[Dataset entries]
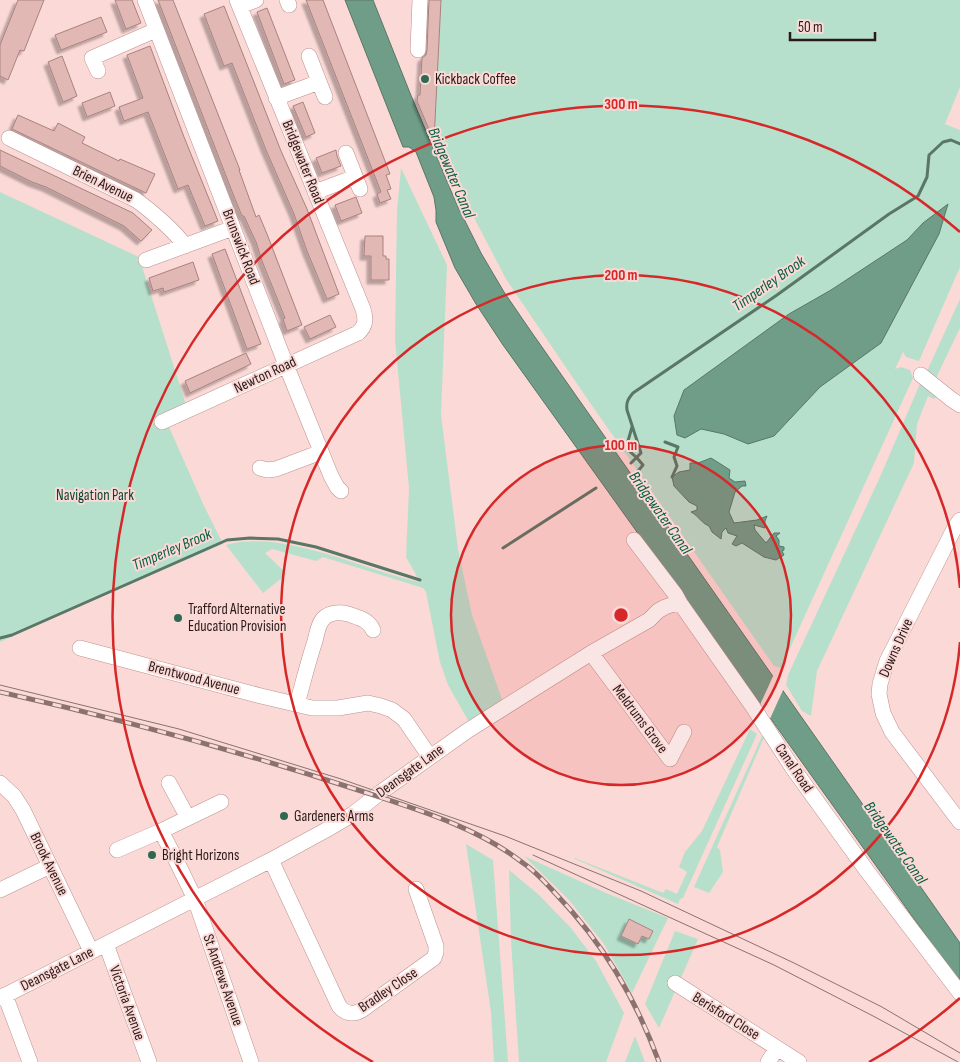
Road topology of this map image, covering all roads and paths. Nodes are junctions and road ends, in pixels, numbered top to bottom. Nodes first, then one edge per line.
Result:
1 (145, 0) edge
2 (256, 0) edge
3 (420, 0) edge
4 (238, 3) edge
5 (156, 30) junction
6 (418, 50) dead end
7 (309, 56) dead end
8 (98, 72) dead end
9 (319, 82) junction
10 (325, 97) dead end
11 (276, 98) junction
12 (9, 138) dead end
13 (346, 153) dead end
14 (315, 192) junction
15 (234, 228) junction
16 (185, 246) junction
17 (146, 260) dead end
18 (365, 324) joint
19 (286, 365) junction
20 (922, 376) dead end
21 (960, 405) edge
22 (162, 422) dead end
23 (321, 452) junction
24 (260, 468) dead end
25 (341, 492) dead end
26 (960, 520) edge
27 (634, 540) dead end
28 (680, 603) junction
29 (374, 630) dead end
30 (89, 645) dead end
31 (592, 654) junction
32 (297, 704) junction
33 (684, 732) dead end
34 (430, 757) junction
35 (0, 783) edge
36 (169, 783) dead end
37 (221, 802) dead end
38 (188, 818) junction
39 (960, 822) edge
40 (161, 831) junction
41 (117, 850) dead end
42 (271, 860) junction
43 (50, 866) junction
44 (416, 889) dead end
45 (0, 890) edge
46 (194, 899) junction
47 (106, 944) junction
48 (91, 951) junction
49 (674, 983) dead end
50 (960, 993) edge
51 (3, 997) edge
52 (777, 1048) junction
53 (30, 1062) edge
54 (149, 1062) edge
55 (251, 1062) edge
56 (768, 1062) edge
57 (799, 1062) edge

1 - 5 street, Brunswick Road
2 - 4 street
3 - 6 street
4 - 11 street, Bridgewater Road
5 - 8 street
5 - 15 street, Brunswick Road
7 - 9 street
9 - 10 street
9 - 11 street
11 - 14 street, Bridgewater Road
12 - 16 street, Brien Avenue
13 - 14 street
14 - 18 street, Bridgewater Road
15 - 16 street
15 - 19 street, Brunswick Road
16 - 17 street
18 - 19 street, Newton Road
19 - 22 street, Newton Road
19 - 23 street, Brunswick Road
20 - 21 street
23 - 24 street
23 - 25 street, Brunswick Road
26 - 39 street, Downs Drive
27 - 28 street, Canal Road
28 - 31 street, Deansgate Lane
28 - 50 street, Canal Road
29 - 32 street
30 - 32 street, Brentwood Avenue
31 - 33 street, Meldrums Grove
31 - 34 street, Deansgate Lane
32 - 34 street, Brentwood Avenue
34 - 42 street, Deansgate Lane
35 - 43 street, Brook Avenue
36 - 38 street
37 - 38 street
38 - 40 street
40 - 41 street
40 - 46 street, St Andrews Avenue
42 - 44 street, Bradley Close
42 - 46 street, Deansgate Lane
43 - 45 street
43 - 48 street, Brook Avenue
46 - 47 street, Deansgate Lane
46 - 55 street, St Andrews Avenue
47 - 48 street, Deansgate Lane
47 - 54 street, Victoria Avenue
48 - 51 street, Deansgate Lane
49 - 52 street, Berisford Close
51 - 53 street
52 - 56 street
52 - 57 street, Berisford Close

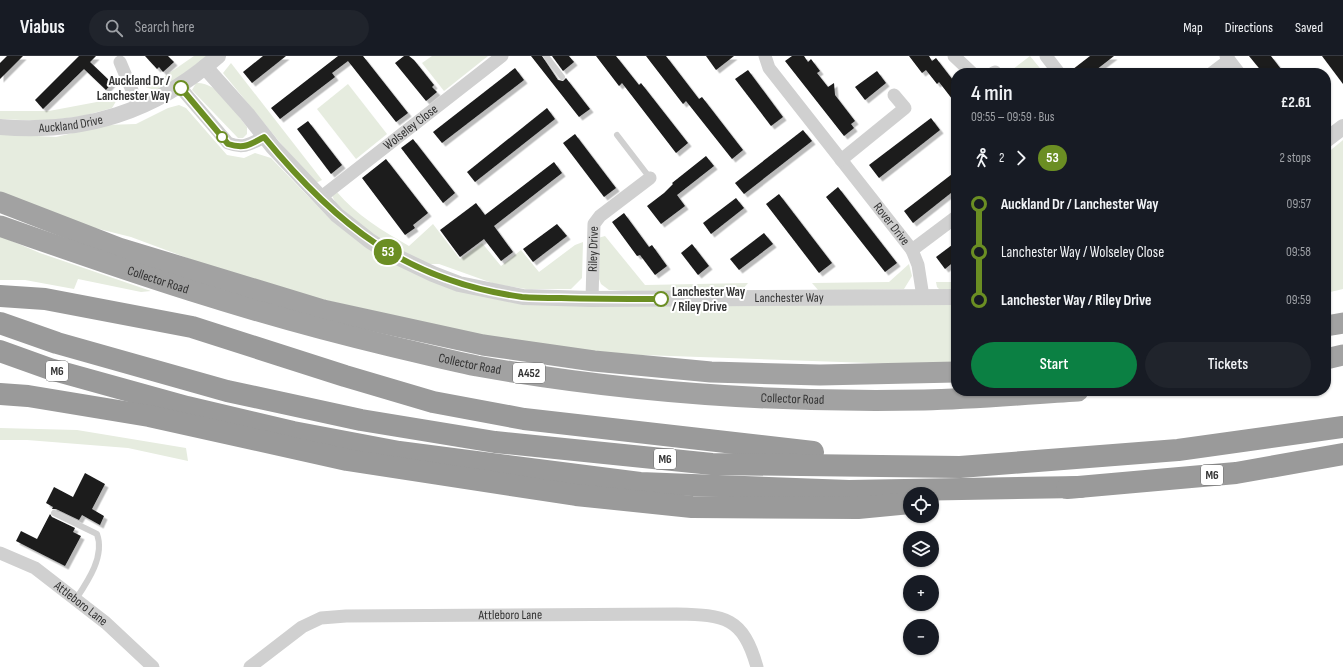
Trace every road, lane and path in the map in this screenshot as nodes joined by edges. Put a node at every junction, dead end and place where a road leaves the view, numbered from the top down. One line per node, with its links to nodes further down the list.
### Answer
1 (218, 56): 8 (street, Auckland Drive)
2 (502, 56): 23 (street, Wolseley Close)
3 (546, 56): 12 (lane)
4 (765, 56): 21 (street, Rover Drive)
5 (954, 56): 9 (street)
6 (1227, 58): 10 (street); 11 (street)
7 (120, 62): 15 (street)
8 (205, 67): 13 (street, Auckland Drive); 20 (street, Lanchester Way)
9 (967, 68)
10 (1217, 68)
11 (1235, 68)
12 (562, 77)
13 (180, 87): 15 (street, Auckland Drive); 20 (street)
14 (894, 95): 21 (street)
15 (139, 108): 16 (street, Auckland Drive)
16 (0, 127)
17 (1343, 127): 19 (street)
18 (617, 135): 22 (lane)
19 (1331, 136)
20 (264, 137): 23 (street, Lanchester Way)
21 (841, 160): 27 (street, Rover Drive)
22 (650, 178): 31 (street, Riley Drive)
23 (320, 198): 31 (street, Lanchester Way)
24 (0, 202): 42 (highway, Collector Road / A452)
25 (951, 221): 27 (street)
26 (0, 226): 44 (highway, Collector Road / A452)
27 (912, 250): 29 (street, Rover Drive)
28 (0, 296): 47 (highway)
29 (923, 297): 30 (street, Lanchester Way); 31 (street, Lanchester Way)
30 (951, 297)
31 (592, 299)
32 (1343, 314): 33 (street)
33 (1331, 316)
34 (1343, 322): 36 (highway)
35 (0, 323): 47 (highway, M6)
36 (1331, 325)
37 (1343, 343): 38 (highway)
38 (1331, 344)
39 (0, 350): 48 (highway, M6)
40 (1343, 356): 41 (highway)
41 (1331, 357)
42 (951, 372)
43 (0, 394): 50 (highway)
44 (994, 396)
45 (1343, 427): 47 (highway, M6)
46 (1343, 454): 48 (highway, M6)
47 (960, 467)
48 (1080, 487): 49 (highway)
49 (939, 500)
50 (903, 504)
51 (54, 513): 53 (lane)
52 (0, 553): 53 (street, Attleboro Lane)
53 (76, 599): 54 (street, Attleboro Lane)
54 (153, 667)
55 (250, 667): 56 (street, Attleboro Lane)
56 (757, 667)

### [The problem]
What lines in the entries above include the string "Deansgate"? Return each one.

### [Written reply]
28 - 31 street, Deansgate Lane
31 - 34 street, Deansgate Lane
34 - 42 street, Deansgate Lane
42 - 46 street, Deansgate Lane
46 - 47 street, Deansgate Lane
47 - 48 street, Deansgate Lane
48 - 51 street, Deansgate Lane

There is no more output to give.